A falta de estadista

A reforma da previdência deixou escancarada a escassez de estadistas que o Brasil está vivendo. Parlamentares não se preocupam com as consequências de suas atitudes para a nação quando colocam sua popularidade e chances de reeleição acima da preocupação com o povo. O empurra-empurra da inclusão dos Estados e Municípios na reforma da previdência é um exemplo claro da covardia que permeia a classe política. Deputados federais e senadores não querem suas imagens prejudicadas em suas bases e estão querendo deixar que cada estado seja responsável por promover a reforma quando e da forma que acharem necessária.
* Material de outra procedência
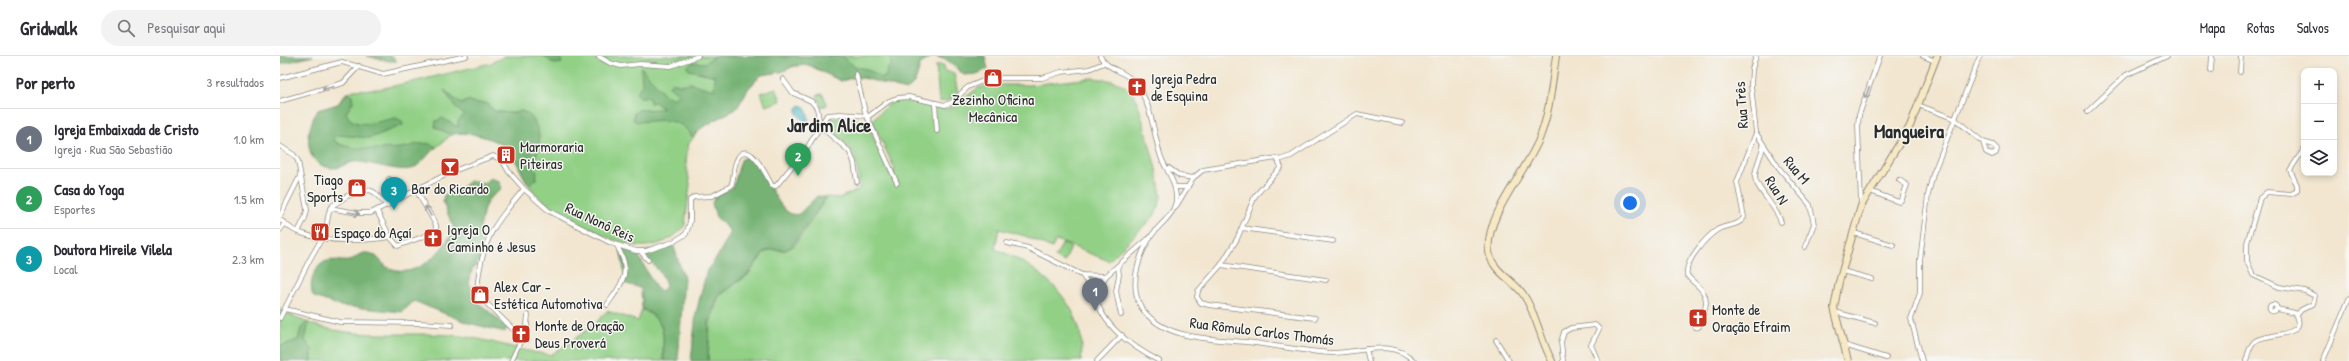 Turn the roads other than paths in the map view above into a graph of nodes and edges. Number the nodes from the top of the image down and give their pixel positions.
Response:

Ocorre que, ninguém gosta de ter direitos reduzidos, não é à toa ser difícil fazer dieta ou poupar dinheiro para as próximas décadas, os nossos instintos primitivos foram formados para que possamos sobreviver hoje, não pensar de maneira lógica no que é melhor para o futuro. Logo, é necessária muita coragem e senso de dever para realizar reformas impopulares. Se os Estados tiverem governadores, prefeitos, deputados estaduais e vereadores fracos, que não resistam ao desagrado dos eleitores, não serão capazes de fazer as modificações necessárias e em breve teremos inúmeros estados quebrados e reivindicando ajuda emergencial da União para pagar pensões e aposentadorias. Estamos carentes de estadistas e rodeados de covardes.